L’altro racconto contenuto nell’opera dell’Edizioni Robin è intitolato “Il mito”, una storia moderna dell’abbandono e della perdita che richiama per taluni aspetti la mitologica vicenda di Odisseo.
Il protagonista non si sente amato dal prossimo, forse neppure lui si ama più di tanto ed appare fondamentalmente solo; questo ci porta a pensare l’incipit di questo racconto, emblematicamente titolato “il disamore”. La storia si muove in una dinamica iniziale decisamente realistica: lui, giornalista, viene incaricato di realizzare un reportage su famose attrici del passato, un compito che lo conduce, in prima battuta, in una grande villa circondata da vasti terreni adibiti ad orto, ove dimora Judith, attrice un tempo bellissima, oggi sfiorita ma sempre affascinante, tanto da portare ad una rapida confidenza tra i due, che decidono di fare una gita nei pressi di un grande lago della zona che appare loro “come un cristallo opaco”.
Dopo una estemporanea esibizione teatrale della donna, comincia a piovere, anzi a diluviare ed il repentino cambiamento climatico coincide con un cambio di registro del racconto che si colora di tinte surrealiste, degne del miglior De Chirico.

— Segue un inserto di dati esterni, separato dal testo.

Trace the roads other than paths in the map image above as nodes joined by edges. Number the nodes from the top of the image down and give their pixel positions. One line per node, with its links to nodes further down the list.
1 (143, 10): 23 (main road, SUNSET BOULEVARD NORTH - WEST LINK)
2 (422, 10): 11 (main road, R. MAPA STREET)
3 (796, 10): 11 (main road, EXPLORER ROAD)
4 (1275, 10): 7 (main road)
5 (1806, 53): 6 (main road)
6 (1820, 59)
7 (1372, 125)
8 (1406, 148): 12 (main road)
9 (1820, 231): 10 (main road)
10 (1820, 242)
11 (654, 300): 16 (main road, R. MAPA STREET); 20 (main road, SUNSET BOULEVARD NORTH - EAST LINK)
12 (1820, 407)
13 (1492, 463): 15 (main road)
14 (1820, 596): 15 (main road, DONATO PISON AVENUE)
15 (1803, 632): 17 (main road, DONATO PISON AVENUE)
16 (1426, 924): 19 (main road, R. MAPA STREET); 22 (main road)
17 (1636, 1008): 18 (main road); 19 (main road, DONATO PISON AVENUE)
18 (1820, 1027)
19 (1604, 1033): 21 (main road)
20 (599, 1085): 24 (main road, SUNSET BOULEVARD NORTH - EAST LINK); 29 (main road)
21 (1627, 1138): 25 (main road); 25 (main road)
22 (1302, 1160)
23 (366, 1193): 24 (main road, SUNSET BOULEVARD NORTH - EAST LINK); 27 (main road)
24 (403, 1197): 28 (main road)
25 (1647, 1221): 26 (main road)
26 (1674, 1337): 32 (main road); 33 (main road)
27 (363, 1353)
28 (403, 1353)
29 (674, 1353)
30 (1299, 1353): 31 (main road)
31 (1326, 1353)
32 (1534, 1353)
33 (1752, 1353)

L’alluvione conduce la coppia in un mondo parallelo, in cui si inserisce Adamus, geografo e critico cinematografico, personaggio a dir poco strano, in linea con il nuovo registro della narrazione. I tre fanno sniffing l’un l’altro, si esplorano, ma fanno gruppo per necessità e trovano alloggio in un albergo, dove si intersecano sottili giochi di attrazioni e di strategie più o meno criptate. La visione congiunta del film “Disamore” di un regista polacco, cui non fanno seguito commenti espliciti, sembra invece dare nuova consapevolezza della presenza di questo sentimento - avversativo di amore - nell’intimità del giornalista, il quale, senza remora alcuna, decide di allontanarsi dai compagni d’avventura, anche se il prosieguo del suo viaggio non sarà per niente impervio e lo condurrà in ambiti inesplorati, più precisamente in un edificio di caratura metafisica, abitato e governato da una setta religiosa, con regole e personaggi di difficile affidabilità e ancor minore comprensione.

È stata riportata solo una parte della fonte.